All of the hours she and Paul spent in the museums had a dramatic influence on the look of her photography. “I spent my life in the museums, studying the old masters,” she said. “Elegance goes back to the earliest paintings. Long necks. The thrust of the head in a certain position. The way the fingers work, fabrics work. It’s all part of my painting background.” Her preferred camera was a Rolleiflex, unobtrusive, therefore making it easier to communicate with the model. Her goal was to photograph women as natural and unposed as possible.

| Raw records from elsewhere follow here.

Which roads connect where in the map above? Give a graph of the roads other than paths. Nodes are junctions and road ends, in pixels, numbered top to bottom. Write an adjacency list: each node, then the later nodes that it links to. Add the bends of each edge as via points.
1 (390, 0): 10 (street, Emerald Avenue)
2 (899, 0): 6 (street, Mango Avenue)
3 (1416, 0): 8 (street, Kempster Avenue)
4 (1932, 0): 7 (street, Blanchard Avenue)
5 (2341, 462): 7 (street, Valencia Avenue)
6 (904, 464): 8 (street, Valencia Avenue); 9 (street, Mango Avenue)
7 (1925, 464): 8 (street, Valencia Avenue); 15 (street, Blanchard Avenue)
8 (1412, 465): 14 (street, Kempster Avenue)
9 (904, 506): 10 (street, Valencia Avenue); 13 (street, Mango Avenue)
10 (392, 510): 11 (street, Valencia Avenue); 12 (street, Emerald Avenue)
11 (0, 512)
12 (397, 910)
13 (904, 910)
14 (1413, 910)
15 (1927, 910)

She would work patiently with the model, explaining exactly what she wanted, suggesting the mood, the gesture, working very slowly and deliberately, watching for each nuance that could be made better. “It is part of the nature of a woman to be unconsciously graceful,” she said. “She has beautiful flowing movements of arms and hips. In running the carpet sweeper, putting up her hair or looking out of a window, there is grace, but it usually passes unnoticed in everyday life. I try to record that natural grace with the camera.” Ms. Bassman never really enjoyed the technical aspects of photography. Although she did eventually learn how to use the lights and read a meter, she didn’t let those boundaries limit her. She wouldn’t allow the mechanics of photography dictate what she wanted to do. She wanted to express emotion first and foremost. Other photographers and the technicians around her would often get frustrated at her attempts to go beyond the norms of the day, but once they saw the results they were amazed. Her real skill came in the darkroom where she was a true artist.

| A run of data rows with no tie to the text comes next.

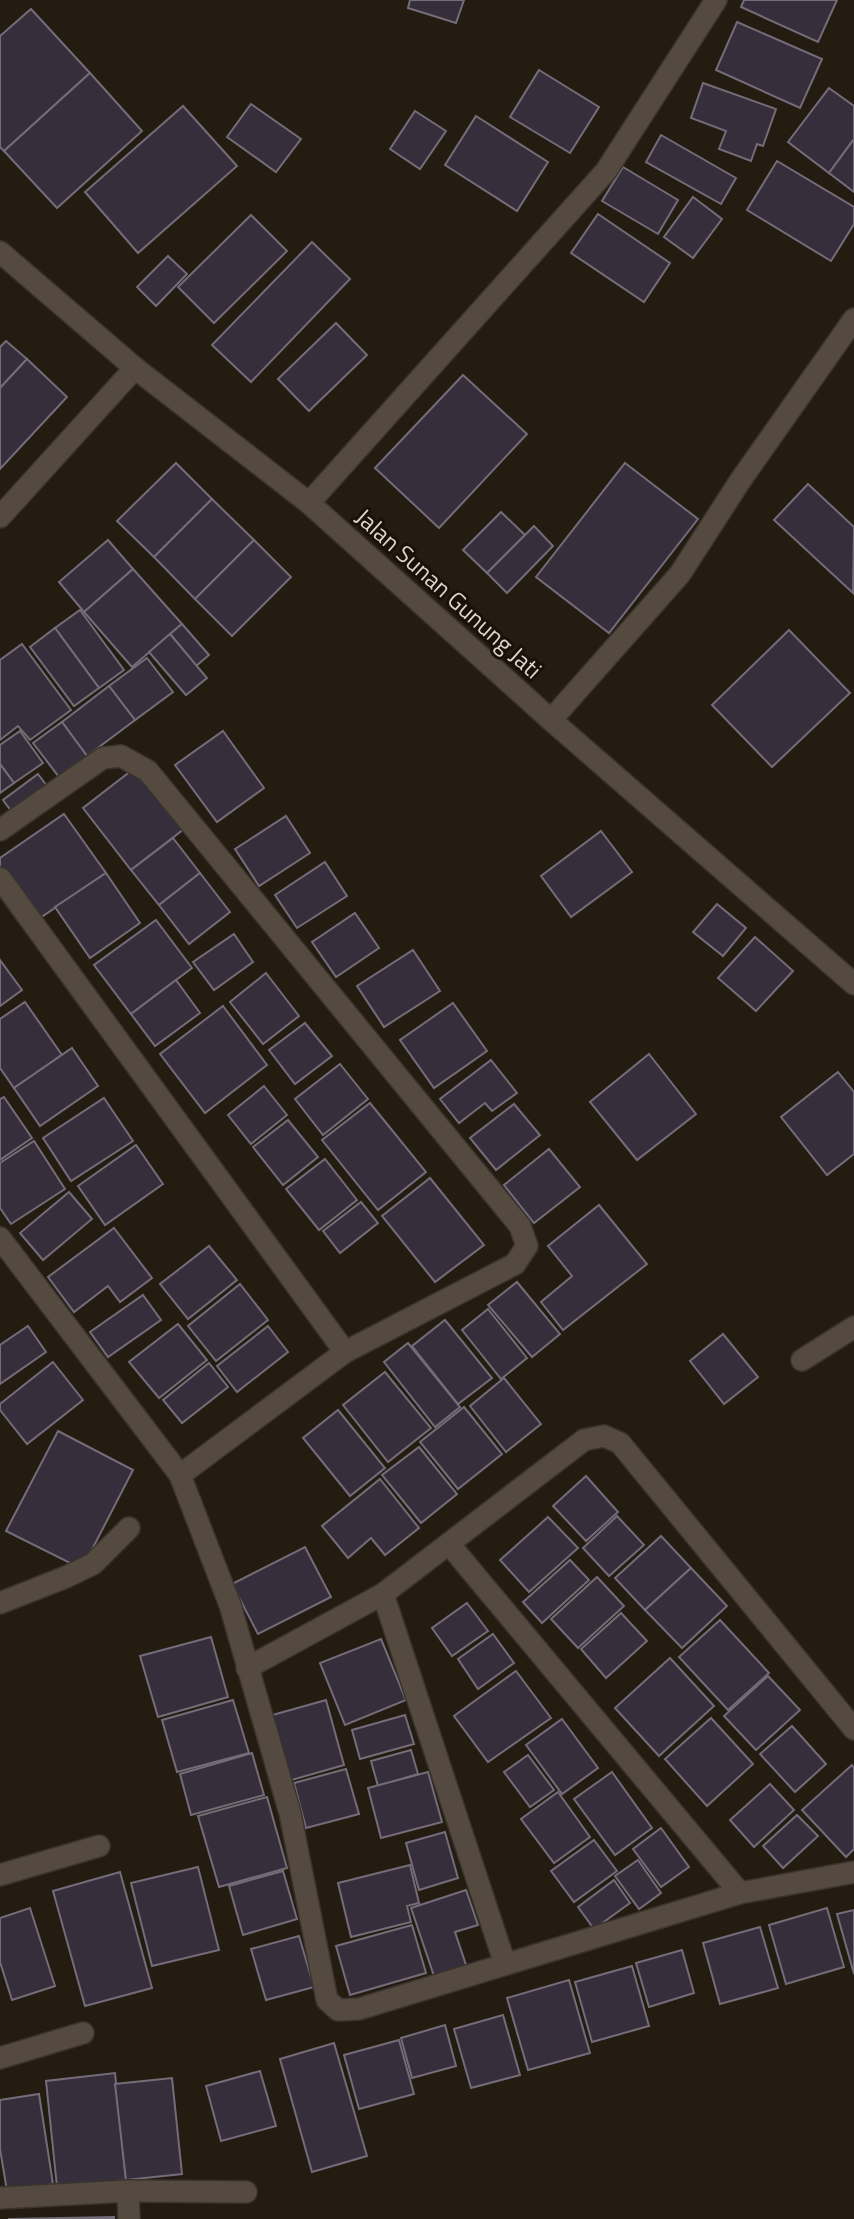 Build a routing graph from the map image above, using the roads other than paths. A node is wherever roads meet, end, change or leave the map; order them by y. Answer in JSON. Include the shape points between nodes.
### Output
{"nodes":[{"id":1,"x":716,"y":0,"type":"edge"},
{"id":2,"x":0,"y":252,"type":"edge"},
{"id":3,"x":854,"y":319,"type":"edge"},
{"id":4,"x":135,"y":368,"type":"junction"},
{"id":5,"x":309,"y":503,"type":"junction"},
{"id":6,"x":0,"y":517,"type":"edge"},
{"id":7,"x":551,"y":720,"type":"junction"},
{"id":8,"x":0,"y":830,"type":"edge"},
{"id":9,"x":3,"y":888,"type":"edge"},
{"id":10,"x":854,"y":984,"type":"edge"},
{"id":11,"x":0,"y":1238,"type":"edge"},
{"id":12,"x":854,"y":1327,"type":"edge"},
{"id":13,"x":345,"y":1352,"type":"junction"},
{"id":14,"x":802,"y":1360,"type":"dead end"},
{"id":15,"x":180,"y":1475,"type":"junction"},
{"id":16,"x":129,"y":1528,"type":"dead end"},
{"id":17,"x":449,"y":1544,"type":"junction"},
{"id":18,"x":383,"y":1594,"type":"junction"},
{"id":19,"x":0,"y":1603,"type":"edge"},
{"id":20,"x":247,"y":1668,"type":"junction"},
{"id":21,"x":854,"y":1729,"type":"edge"},
{"id":22,"x":99,"y":1846,"type":"dead end"},
{"id":23,"x":854,"y":1872,"type":"edge"},
{"id":24,"x":0,"y":1875,"type":"edge"},
{"id":25,"x":740,"y":1893,"type":"junction"},
{"id":26,"x":505,"y":1964,"type":"junction"},
{"id":27,"x":83,"y":2033,"type":"dead end"},
{"id":28,"x":0,"y":2057,"type":"edge"},
{"id":29,"x":128,"y":2191,"type":"junction"},
{"id":30,"x":246,"y":2192,"type":"dead end"},
{"id":31,"x":0,"y":2198,"type":"edge"},
{"id":32,"x":129,"y":2219,"type":"edge"}],
"edges":[{"from":1,"to":5,"type":"street","via":[[606,172]]},
{"from":2,"to":4,"type":"street","name":"Jalan Sunan Gunung Jati"},
{"from":3,"to":7,"type":"street","via":[[680,574]]},
{"from":4,"to":5,"type":"street","name":"Jalan Sunan Gunung Jati"},
{"from":4,"to":6,"type":"street"},
{"from":5,"to":7,"type":"street","name":"Jalan Sunan Gunung Jati"},
{"from":7,"to":10,"type":"street","name":"Jalan Sunan Gunung Jati"},
{"from":8,"to":13,"type":"street","via":[[103,758],[121,756],[148,771],[520,1226],[527,1246],[515,1264]]},
{"from":9,"to":13,"type":"street"},
{"from":11,"to":15,"type":"street"},
{"from":12,"to":14,"type":"street"},
{"from":13,"to":15,"type":"street"},
{"from":15,"to":20,"type":"street","via":[[230,1605]]},
{"from":16,"to":19,"type":"street","via":[[93,1564]]},
{"from":17,"to":18,"type":"street"},
{"from":17,"to":21,"type":"street","via":[[584,1440],[604,1436],[620,1443]]},
{"from":17,"to":25,"type":"street"},
{"from":18,"to":20,"type":"street"},
{"from":18,"to":26,"type":"street"},
{"from":20,"to":26,"type":"street","via":[[290,1813],[327,2000],[338,2010],[359,2009]]},
{"from":22,"to":24,"type":"street"},
{"from":23,"to":25,"type":"street"},
{"from":25,"to":26,"type":"street"},
{"from":27,"to":28,"type":"street"},
{"from":29,"to":30,"type":"street"},
{"from":29,"to":31,"type":"street"},
{"from":29,"to":32,"type":"street"}]}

After working for more than 25 years in fashion, in 1969, Bassman decided she had had enough. She was frustrated by the direction the industry was going. The models were starting to think of themselves as more important than the photographs. “I got sick of them,” she said. “They were becoming superstars. They weren’t my kind of models. They were dictating rather than taking direction.” Then, she did something drastic. She destroyed nearly all of her work; negatives prints, everything. The only thing left were a couple of trash bags that were stuffed into a closet in her basement. For the next 20 years, she turned her attention to abstract fine art photography, shooting things like cracks in the sidewalks, fruit and vegetables, and reflections, working for herself and her own enjoyment. In the early 90s, friend and photo historian, Martin Harrison, happened to come across the trash bags of negatives and talked her into doing something with them.

She took them back into the darkroom and began experimenting with her “painting” techniques, reinterpreting her old work. “In looking at them I got a little intrigued, and I took them into the darkroom, and I started to do my own thing on them.” She would use tissue paper with a hole in it and place it over the print during exposure, or take a cigarette and blow the smoke over the prints as they were exposed to the light. She wouldn’t even let the assistants clean the smoke buildup on the enlarger lenses, saying it would help create an iridescence in the prints. Harrison arranged a show of this reinterpreted work and the fashion world once again paid attention. She was hired to shoot a campaign by Neiman Marcus, and then the New York Times Magazine. She was 80 years old and her career had come full circle.

Lillian Bassman was constantly experimenting and, in her later years, embraced all of the new digital tools; cameras, software, and even printers. She loved using Photoshop, saying it was just a simple tool upgrade, “the palette has changed, the end result is the same.” When printing, she would mix the ink cartridges together to get the color she wanted. She was still able to get the look she wanted; all of this change just made her job easier. She was able to work right up until the end of her life in 2012 at the age of 94, having not just one, but two separate careers in photography. She reinvented herself and not only adapted to the changes in the world around her, but welcomed them. She paved the way for photographers like Ellen von Unwerth and Melissa Rodwell, stayed true to her creative convictions and, over the course of her career, revolutionized the world of fashion photography.